Leyendo a Philippe Meirieu, pedagogo francés, encontré un resumen de la conferencia que dictara en febrero de 1939 el pedagogo suizo Édouard Claparède, previo a la Segunda Guerra Mundial, para fustigar la hipócrita actitud de su país ante el conflicto bélico en ciernes. El elocuente (y lamentablemente verdadero) título es “Moral y política, o las vacaciones de la honradez”.  Asociarla con nuestra pesada y lastimosa realidad es inevitable, en Colima y en México.

La honradez era definida por Claparède, dice Meirieu, como la “determinación de poner en práctica unos principios fundamentales”; cinco para ser exactos. El primero de dichos principios era la “falibilidad”, el reconocimiento de que la verdad, si fuera posible de alcanzar, es muy complicada de asir, y que estamos llamados a equivocarnos también. Un principio que la cordura impone, en la ciencia o en la pedagogía, pero que en política no, porque allí el jefe no se equivoca, y si no le gusta leer o no puede repetir, digamos por fabular, tres títulos de libros que le “hayan marcado”, los agoreros buscarán las justificaciones para exentarle de sus yerros y mentiras porque es el único infalible.

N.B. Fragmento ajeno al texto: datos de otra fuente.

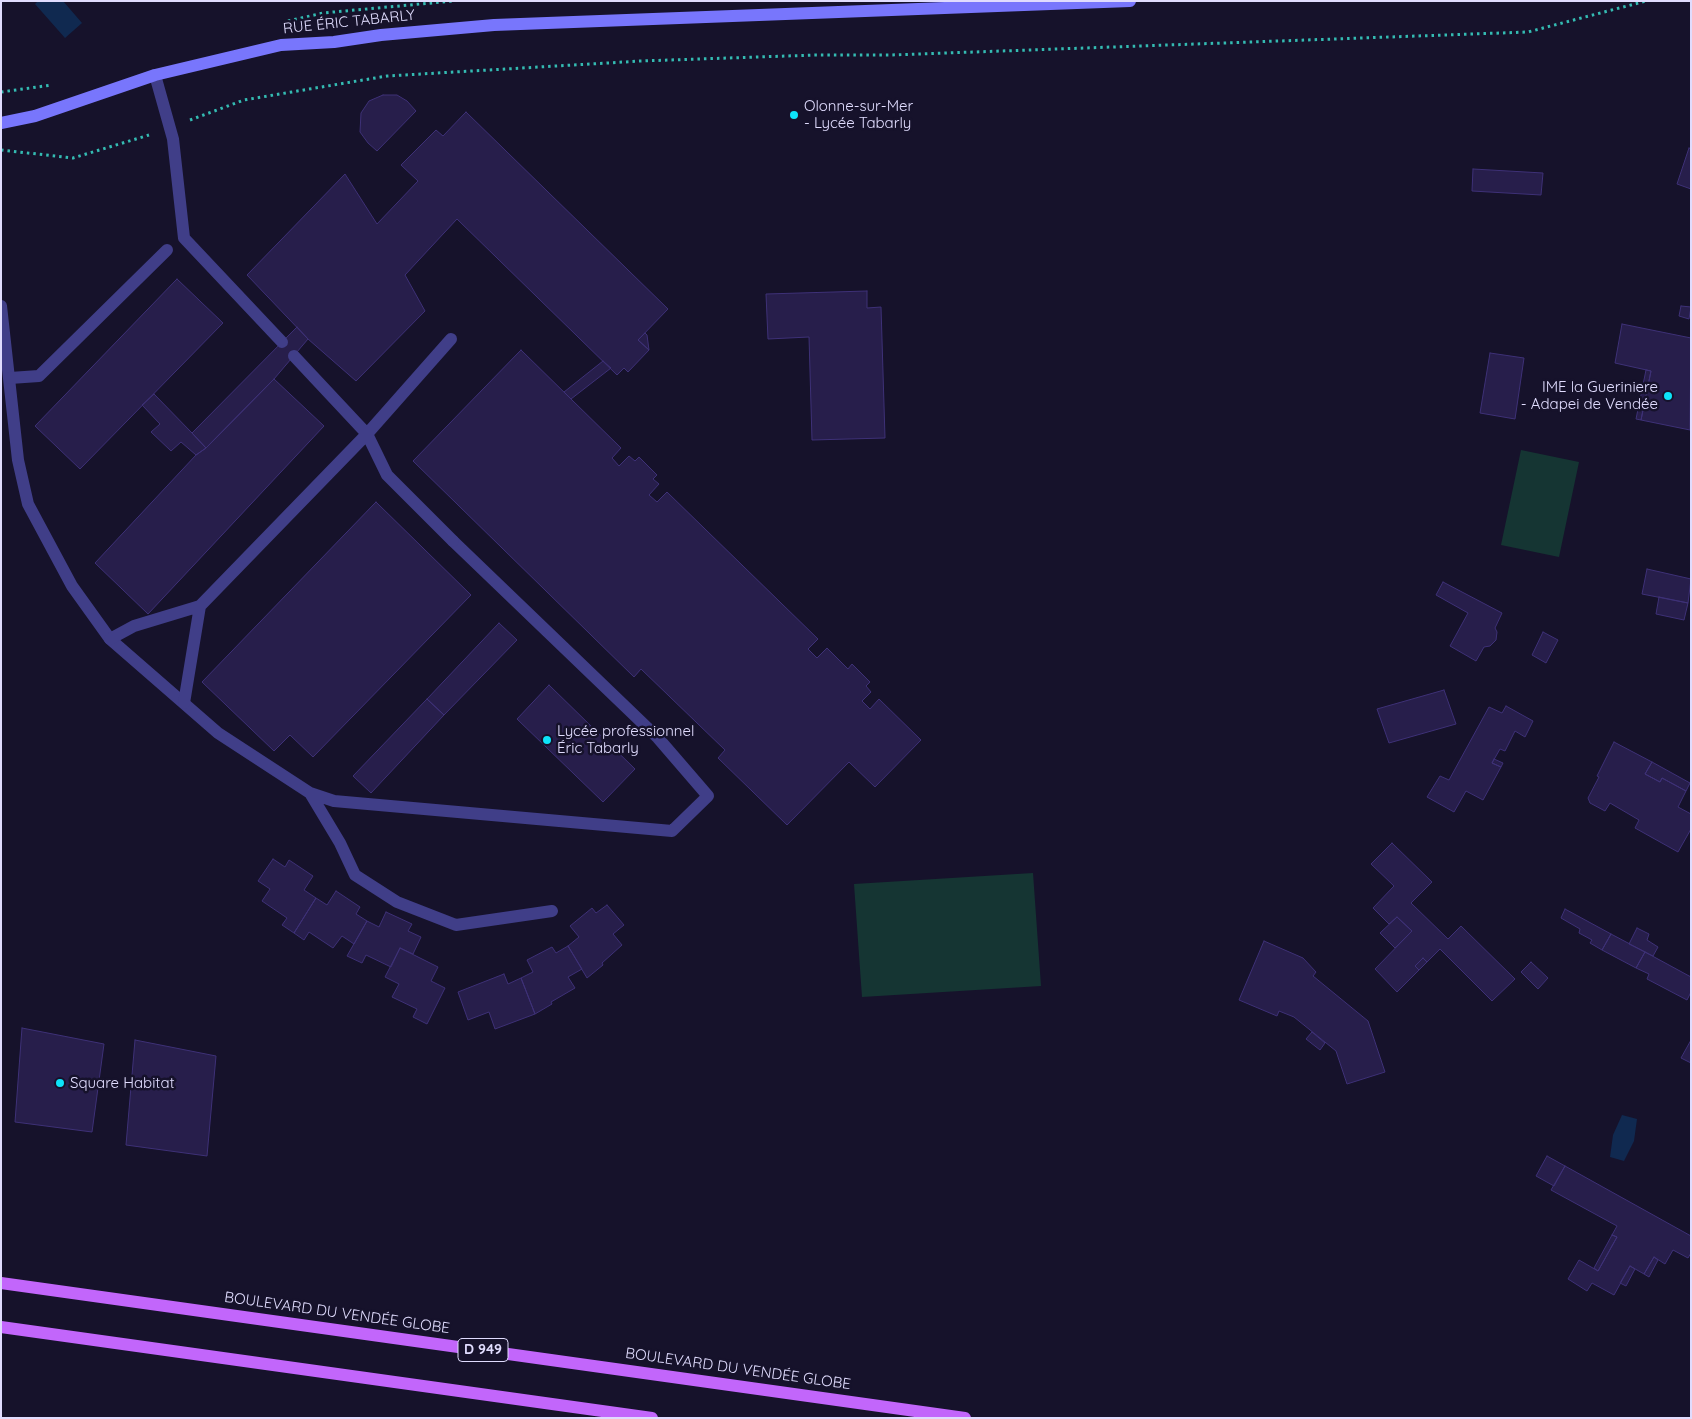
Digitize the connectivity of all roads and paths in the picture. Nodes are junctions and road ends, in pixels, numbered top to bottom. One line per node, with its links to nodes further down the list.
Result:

El segundo es el principio de “convicción”, que “nos veda cambiar de opinión por las conveniencias del momento”. Un principio que no es ni final en una “cultura” política que ha hecho del arribismo una institución política adoradora de Judas, y de cualquier proeza a cambio de mantener un puesto, un privilegio, una dádiva. Es aquella institución nacional de “mejor vivir en el error que vivir fuera del presupuesto”.

El principio de “imparcialidad” es el tercero, e impone “usar la misma balanza para pesar los actos de sus amigos y los de sus enemigos”. En México los políticos lo tradujeron como “si no está conmigo está contra mí, y si no está conmigo, lo chingo antes que él a mí”.

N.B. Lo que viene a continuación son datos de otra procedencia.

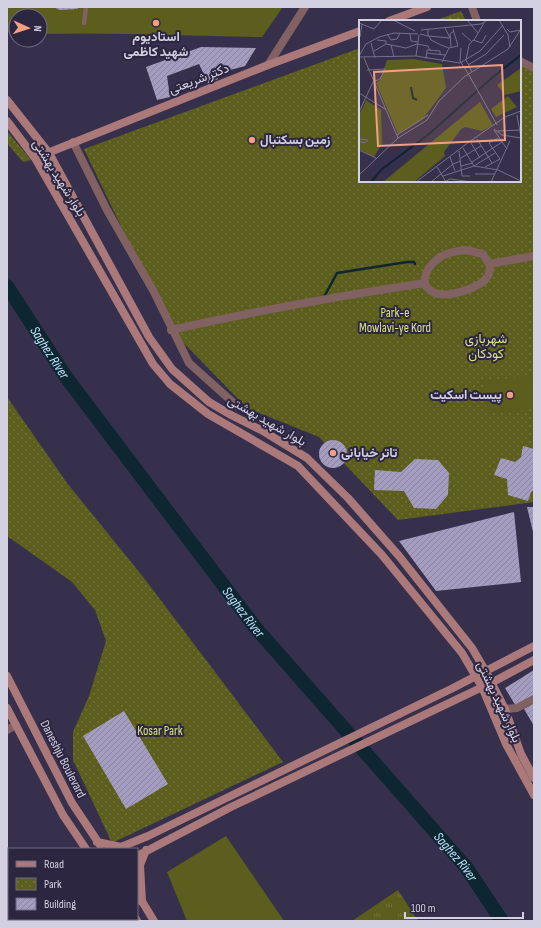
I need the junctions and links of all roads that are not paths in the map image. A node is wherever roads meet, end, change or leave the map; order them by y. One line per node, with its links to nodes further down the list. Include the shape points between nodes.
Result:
1 (86, 7): 7 (lane)
2 (305, 7): 10 (street)
3 (427, 7): 5 (main road)
4 (472, 7): 6 (street)
5 (392, 20)
6 (477, 20)
7 (84, 23)
8 (359, 32): 10 (main road, دکتر شریعتی)
9 (521, 62): 11 (street)
10 (268, 65): 14 (main road, دکتر شریعتی)
11 (534, 68)
12 (7, 100): 15 (main road, بلوار شهید بهشتی)
13 (7, 121): 16 (main road, بلوار شهید بهشتی)
14 (73, 142): 15 (main road, دکتر شریعتی); 20 (street, via 107,210 154,292)
15 (49, 153): 16 (main road, دکتر شریعتی); 24 (main road, بلوار شهید بهشتی, via 149,337 172,369 210,402 307,458 348,498 399,556 472,648)
16 (35, 158): 26 (main road, بلوار شهید بهشتی, via 153,364 170,384 208,414 298,466 382,555 462,653)
17 (534, 256): 18 (street)
18 (490, 264): 19 (street, via 488,276 480,284 464,291 435,293); 19 (street, via 487,257 478,252 454,251 428,266)
19 (424, 283): 20 (street, via 295,303)
20 (171, 330): 21 (street, via 189,362)
21 (237, 406)
22 (534, 646): 24 (main road)
23 (534, 660): 27 (main road)
24 (485, 670): 26 (main road); 27 (main road, بلوار شهید بهشتی)
25 (7, 676): 36 (main road, Daneshju Boulevard, via 72,804)
26 (475, 676): 28 (main road, بلوار شهید بهشتی); 36 (main road, via 148,836 121,847)
27 (493, 682): 28 (main road); 31 (main road, بلوار شهید بهشتی)
28 (482, 687): 35 (main road, بلوار شهید بهشتی, via 506,744); 39 (main road)
29 (534, 699): 31 (street, via 517,708)
30 (7, 708): 32 (main road, Daneshju Boulevard)
31 (505, 709): 34 (main road, بلوار شهید بهشتی, via 514,738)
32 (16, 725): 33 (street); 37 (main road, Daneshju Boulevard)
33 (7, 730)
34 (534, 778)
35 (534, 795)
36 (97, 842): 38 (main road, Daneshju Boulevard)
37 (83, 848)
38 (102, 848)
39 (146, 850): 40 (main road); 42 (main road, via 140,865)
40 (138, 855)
41 (138, 896): 42 (main road)
42 (142, 902): 43 (main road)
43 (154, 921)

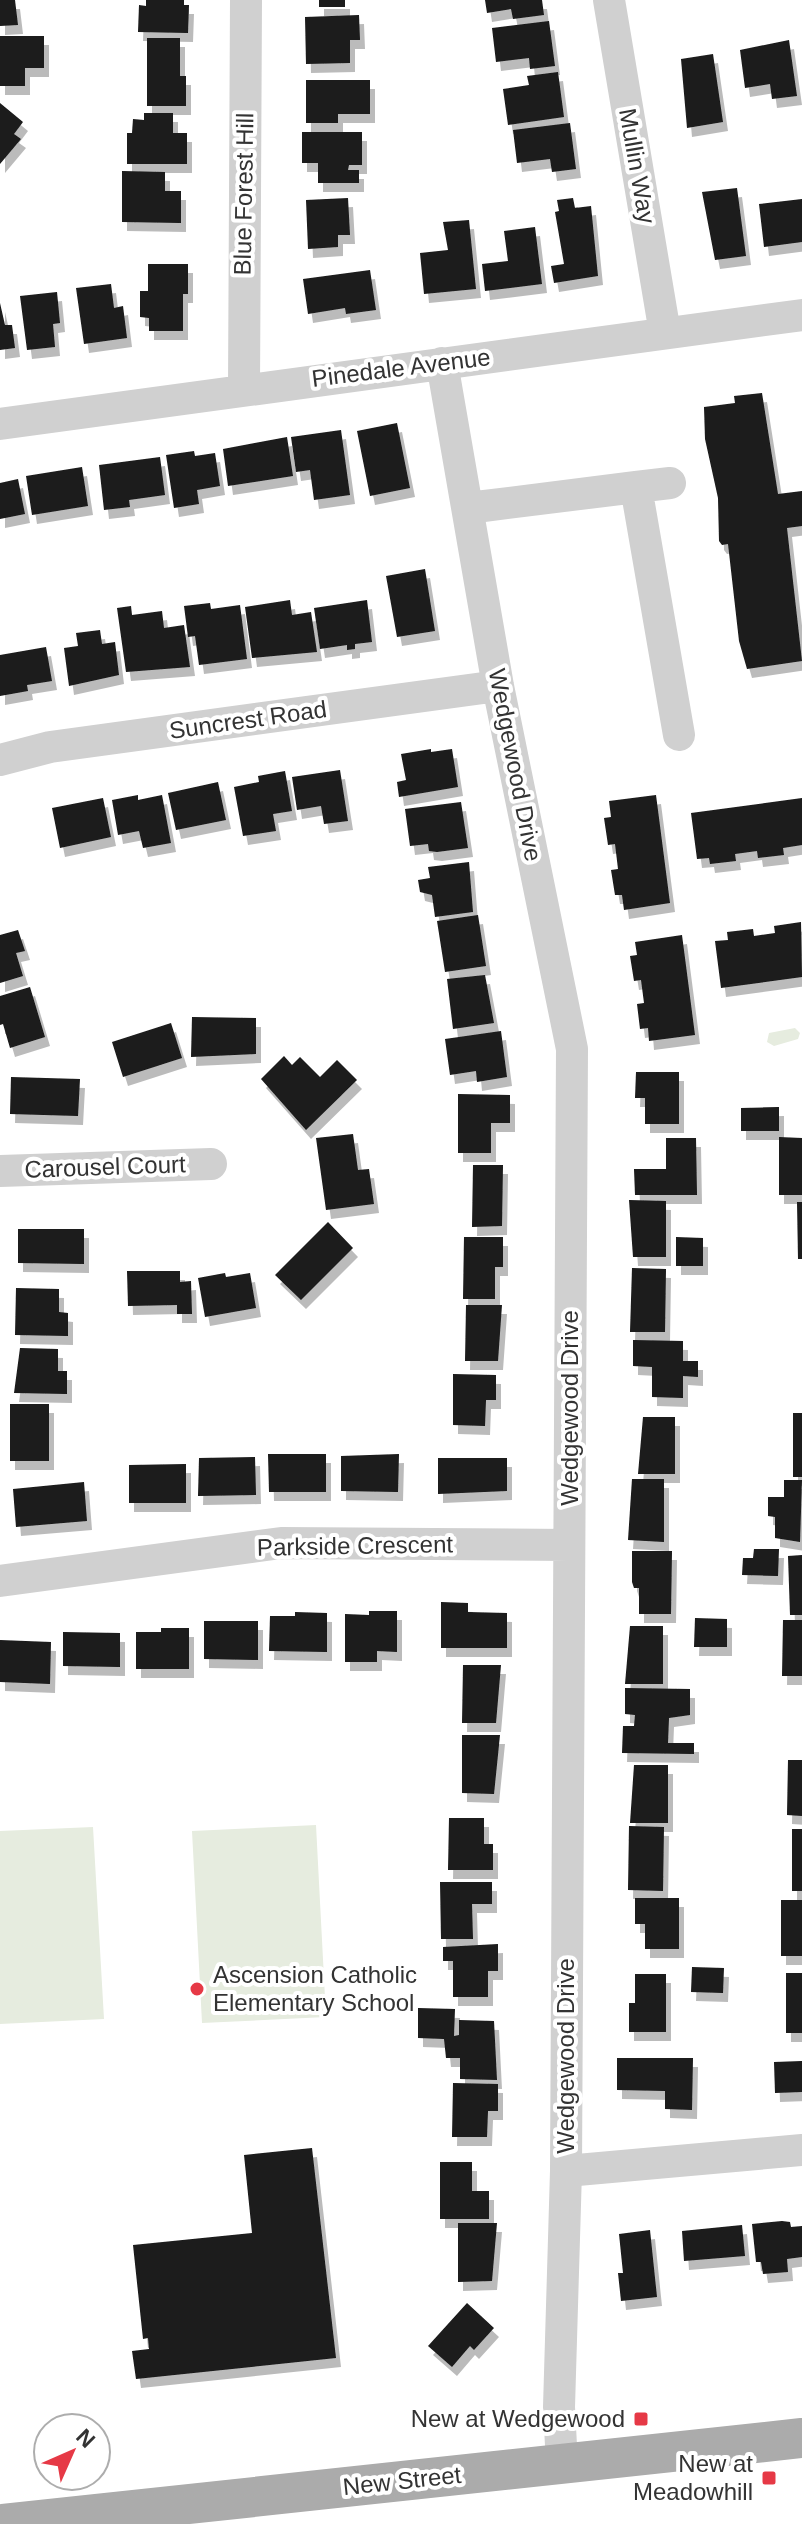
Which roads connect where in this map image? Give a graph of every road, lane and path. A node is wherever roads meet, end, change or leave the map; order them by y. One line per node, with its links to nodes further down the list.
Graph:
1 (246, 0): 6 (street, Blue Forest Hill)
2 (614, 1): 4 (street, Mullin Way)
3 (802, 315): 4 (street, Pinedale Avenue)
4 (665, 333): 5 (street, Pinedale Avenue)
5 (442, 363): 6 (street, Pinedale Avenue); 10 (street, Wedgewood Drive)
6 (244, 389): 7 (street, Pinedale Avenue)
7 (0, 424)
8 (670, 483): 9 (street)
9 (636, 487): 10 (street); 12 (street)
10 (468, 508): 11 (street, Wedgewood Drive)
11 (498, 686): 13 (street, Suncrest Road); 16 (street, Wedgewood Drive)
12 (679, 735)
13 (0, 760)
14 (211, 1164): 15 (street, Carousel Court)
15 (0, 1171)
16 (569, 1545): 17 (street, Parkside Crescent); 19 (street, Wedgewood Drive)
17 (0, 1581)
18 (802, 2150): 19 (street)
19 (566, 2171): 21 (street, Wedgewood Drive)
20 (802, 2438): 21 (main road, New Street)
21 (562, 2465): 22 (main road, New Street)
22 (3, 2524)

El principio de “información íntegra” nos impide disimular u ocultar deliberadamente siquiera una parte de la verdad. Otro principio que los políticos y gobernantes mexicanos tradujeron y aplicaron en forma de opacidad, impunidad y corrupción.

El quinto es el principio de “firmeza”, por el cual, “los yerros que pueden cometer nuestros enemigos no nos dispensan de nuestros deberes intelectuales y morales”. No se necesita una interpretación y los ejemplos abundan en nuestro medio. En el medio político, sobre todo, la honestidad o la franqueza son asuntos francamente pasados de moda, si es que alguna vez lo estuvieron.

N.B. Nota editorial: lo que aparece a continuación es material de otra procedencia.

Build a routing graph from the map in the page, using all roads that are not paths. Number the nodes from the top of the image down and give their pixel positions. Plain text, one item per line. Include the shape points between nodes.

Estos principios, que postuló Claparède y suscribiría por mi parte, ayudarían a formar agentes de una “humanidad civilizada, liberada por fin de la tentación de la barbarie” y de esta insultante burla que hoy llamamos política nacional. Pero de declararlos a cumplirlos, enseñarlos, aplicarlos o sancionarlos, hay una distancia tan inmensa que parece imposible, por lo menos en este siglo que nació con malformaciones severas en la materia.